======== Provided entries ========

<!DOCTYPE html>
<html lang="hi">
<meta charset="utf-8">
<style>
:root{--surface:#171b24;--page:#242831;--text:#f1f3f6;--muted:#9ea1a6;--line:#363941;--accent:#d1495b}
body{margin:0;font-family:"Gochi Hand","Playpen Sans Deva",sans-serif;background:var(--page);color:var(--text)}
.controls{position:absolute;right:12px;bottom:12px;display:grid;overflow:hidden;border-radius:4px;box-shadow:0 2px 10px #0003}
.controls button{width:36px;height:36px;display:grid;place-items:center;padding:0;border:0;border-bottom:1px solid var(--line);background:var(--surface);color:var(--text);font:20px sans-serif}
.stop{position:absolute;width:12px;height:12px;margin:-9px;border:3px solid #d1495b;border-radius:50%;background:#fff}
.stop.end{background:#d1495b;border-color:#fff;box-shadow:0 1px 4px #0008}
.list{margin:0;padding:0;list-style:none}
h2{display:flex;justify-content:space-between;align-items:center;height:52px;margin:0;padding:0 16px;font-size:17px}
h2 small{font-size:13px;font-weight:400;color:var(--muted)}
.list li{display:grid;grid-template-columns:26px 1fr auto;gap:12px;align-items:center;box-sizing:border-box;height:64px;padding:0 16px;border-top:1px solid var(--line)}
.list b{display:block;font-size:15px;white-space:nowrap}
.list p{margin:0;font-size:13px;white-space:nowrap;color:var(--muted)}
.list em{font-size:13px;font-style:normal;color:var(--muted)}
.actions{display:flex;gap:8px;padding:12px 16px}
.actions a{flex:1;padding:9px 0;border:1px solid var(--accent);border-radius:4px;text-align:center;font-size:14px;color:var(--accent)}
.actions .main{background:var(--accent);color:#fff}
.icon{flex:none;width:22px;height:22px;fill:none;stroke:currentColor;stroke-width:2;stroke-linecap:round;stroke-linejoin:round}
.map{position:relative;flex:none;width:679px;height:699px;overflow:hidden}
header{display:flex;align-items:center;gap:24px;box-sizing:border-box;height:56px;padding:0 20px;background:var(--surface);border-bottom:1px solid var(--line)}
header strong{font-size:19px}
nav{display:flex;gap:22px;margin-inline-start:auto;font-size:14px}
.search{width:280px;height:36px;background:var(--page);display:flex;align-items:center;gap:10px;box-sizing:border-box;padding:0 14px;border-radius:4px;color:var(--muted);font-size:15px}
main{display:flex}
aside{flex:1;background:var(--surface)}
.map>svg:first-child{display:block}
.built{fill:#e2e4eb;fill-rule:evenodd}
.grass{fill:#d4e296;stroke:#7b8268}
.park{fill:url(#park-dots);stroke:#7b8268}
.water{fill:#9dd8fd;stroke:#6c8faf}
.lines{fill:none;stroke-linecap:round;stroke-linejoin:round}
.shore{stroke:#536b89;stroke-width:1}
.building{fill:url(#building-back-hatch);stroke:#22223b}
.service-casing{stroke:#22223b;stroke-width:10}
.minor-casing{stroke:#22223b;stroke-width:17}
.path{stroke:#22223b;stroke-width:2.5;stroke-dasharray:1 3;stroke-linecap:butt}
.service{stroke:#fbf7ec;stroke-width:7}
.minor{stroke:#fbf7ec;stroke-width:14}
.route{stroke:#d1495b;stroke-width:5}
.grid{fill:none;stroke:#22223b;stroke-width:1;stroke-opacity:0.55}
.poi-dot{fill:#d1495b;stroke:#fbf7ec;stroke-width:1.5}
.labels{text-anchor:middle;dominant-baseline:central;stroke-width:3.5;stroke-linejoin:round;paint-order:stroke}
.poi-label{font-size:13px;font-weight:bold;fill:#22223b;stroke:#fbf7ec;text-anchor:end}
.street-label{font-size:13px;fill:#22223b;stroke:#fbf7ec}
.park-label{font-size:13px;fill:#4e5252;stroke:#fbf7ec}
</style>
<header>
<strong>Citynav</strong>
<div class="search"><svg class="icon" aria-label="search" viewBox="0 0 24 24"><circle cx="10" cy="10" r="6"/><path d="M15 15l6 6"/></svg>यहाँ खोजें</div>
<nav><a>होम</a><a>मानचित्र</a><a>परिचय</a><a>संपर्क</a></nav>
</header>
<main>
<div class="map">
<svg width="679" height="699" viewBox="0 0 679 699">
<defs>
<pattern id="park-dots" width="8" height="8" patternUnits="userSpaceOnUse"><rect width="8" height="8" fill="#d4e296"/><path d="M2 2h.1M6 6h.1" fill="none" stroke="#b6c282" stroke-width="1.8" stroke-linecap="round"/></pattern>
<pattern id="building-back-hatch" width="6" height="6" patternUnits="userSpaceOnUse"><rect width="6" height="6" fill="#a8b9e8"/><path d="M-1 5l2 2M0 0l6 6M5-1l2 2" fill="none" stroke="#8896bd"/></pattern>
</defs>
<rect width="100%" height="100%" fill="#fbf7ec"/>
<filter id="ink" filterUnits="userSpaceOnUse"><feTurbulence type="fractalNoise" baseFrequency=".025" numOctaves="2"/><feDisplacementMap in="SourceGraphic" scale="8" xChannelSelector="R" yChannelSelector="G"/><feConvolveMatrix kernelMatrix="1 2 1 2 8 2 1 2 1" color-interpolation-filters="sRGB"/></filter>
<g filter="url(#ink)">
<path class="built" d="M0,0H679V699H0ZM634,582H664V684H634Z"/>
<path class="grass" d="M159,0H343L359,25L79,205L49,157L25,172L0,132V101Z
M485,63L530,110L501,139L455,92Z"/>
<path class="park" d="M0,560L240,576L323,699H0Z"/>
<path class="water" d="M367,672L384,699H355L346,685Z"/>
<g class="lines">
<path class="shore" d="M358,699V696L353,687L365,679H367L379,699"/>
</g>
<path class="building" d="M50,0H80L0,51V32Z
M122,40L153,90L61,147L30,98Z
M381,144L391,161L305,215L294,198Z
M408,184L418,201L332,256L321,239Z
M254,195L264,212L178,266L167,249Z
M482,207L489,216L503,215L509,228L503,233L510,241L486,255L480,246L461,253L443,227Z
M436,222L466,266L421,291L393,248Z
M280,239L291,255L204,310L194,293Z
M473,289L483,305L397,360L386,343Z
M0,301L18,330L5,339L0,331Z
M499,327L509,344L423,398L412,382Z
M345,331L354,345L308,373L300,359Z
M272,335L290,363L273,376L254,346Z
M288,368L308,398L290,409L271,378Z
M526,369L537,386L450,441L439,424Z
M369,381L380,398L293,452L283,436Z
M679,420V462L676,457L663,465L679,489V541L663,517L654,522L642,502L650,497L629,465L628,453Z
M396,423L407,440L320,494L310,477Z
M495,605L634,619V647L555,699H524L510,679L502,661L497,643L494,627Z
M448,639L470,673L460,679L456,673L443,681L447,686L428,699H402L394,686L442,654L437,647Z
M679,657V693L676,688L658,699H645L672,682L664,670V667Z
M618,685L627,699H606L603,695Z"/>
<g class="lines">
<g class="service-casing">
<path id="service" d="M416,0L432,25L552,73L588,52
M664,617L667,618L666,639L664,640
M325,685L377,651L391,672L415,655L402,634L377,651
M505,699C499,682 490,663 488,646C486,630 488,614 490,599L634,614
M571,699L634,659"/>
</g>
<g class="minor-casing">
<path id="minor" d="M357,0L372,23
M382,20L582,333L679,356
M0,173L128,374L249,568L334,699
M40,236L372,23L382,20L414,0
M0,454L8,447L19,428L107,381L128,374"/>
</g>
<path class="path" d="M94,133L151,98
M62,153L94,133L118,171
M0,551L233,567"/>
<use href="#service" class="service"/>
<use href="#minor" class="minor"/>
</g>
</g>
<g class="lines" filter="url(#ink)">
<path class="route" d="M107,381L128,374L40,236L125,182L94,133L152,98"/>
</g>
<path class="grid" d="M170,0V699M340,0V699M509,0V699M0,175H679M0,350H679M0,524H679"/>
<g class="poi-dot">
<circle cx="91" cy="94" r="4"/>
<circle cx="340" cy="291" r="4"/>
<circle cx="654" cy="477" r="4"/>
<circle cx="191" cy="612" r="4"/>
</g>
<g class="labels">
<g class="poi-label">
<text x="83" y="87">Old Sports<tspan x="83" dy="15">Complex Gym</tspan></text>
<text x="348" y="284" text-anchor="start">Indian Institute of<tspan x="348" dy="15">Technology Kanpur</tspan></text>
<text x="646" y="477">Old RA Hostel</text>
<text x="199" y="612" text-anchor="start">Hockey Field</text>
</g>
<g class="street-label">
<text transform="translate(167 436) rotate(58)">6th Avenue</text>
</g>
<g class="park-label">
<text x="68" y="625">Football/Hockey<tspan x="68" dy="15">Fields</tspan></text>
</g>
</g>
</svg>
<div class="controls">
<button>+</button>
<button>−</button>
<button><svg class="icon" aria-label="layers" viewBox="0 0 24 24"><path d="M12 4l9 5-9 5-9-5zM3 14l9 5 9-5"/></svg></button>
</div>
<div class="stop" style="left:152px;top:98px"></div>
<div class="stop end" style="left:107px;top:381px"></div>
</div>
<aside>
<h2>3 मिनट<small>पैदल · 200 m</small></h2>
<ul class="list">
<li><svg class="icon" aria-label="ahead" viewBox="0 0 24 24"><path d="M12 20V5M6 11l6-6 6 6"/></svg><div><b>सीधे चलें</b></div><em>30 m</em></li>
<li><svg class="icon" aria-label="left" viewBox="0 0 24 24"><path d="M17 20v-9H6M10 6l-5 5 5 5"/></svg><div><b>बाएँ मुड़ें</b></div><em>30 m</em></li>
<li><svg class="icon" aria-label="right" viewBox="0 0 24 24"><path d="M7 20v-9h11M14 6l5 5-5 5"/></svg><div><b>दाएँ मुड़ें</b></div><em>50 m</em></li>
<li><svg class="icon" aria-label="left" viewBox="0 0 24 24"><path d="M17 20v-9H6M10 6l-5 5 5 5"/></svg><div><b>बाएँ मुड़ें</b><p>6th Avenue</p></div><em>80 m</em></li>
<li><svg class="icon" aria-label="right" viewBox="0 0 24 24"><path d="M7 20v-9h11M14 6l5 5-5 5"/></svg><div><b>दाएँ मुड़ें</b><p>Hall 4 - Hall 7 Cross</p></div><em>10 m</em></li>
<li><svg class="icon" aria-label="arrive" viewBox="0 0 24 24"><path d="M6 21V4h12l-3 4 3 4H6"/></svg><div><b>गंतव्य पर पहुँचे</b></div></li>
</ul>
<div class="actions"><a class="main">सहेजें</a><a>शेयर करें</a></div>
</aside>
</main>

========

● What is expected: The task calls for every line of the material that contains the string "white".

● Written reply:
.list b{display:block;font-size:15px;white-space:nowrap}
.list p{margin:0;font-size:13px;white-space:nowrap;color:var(--muted)}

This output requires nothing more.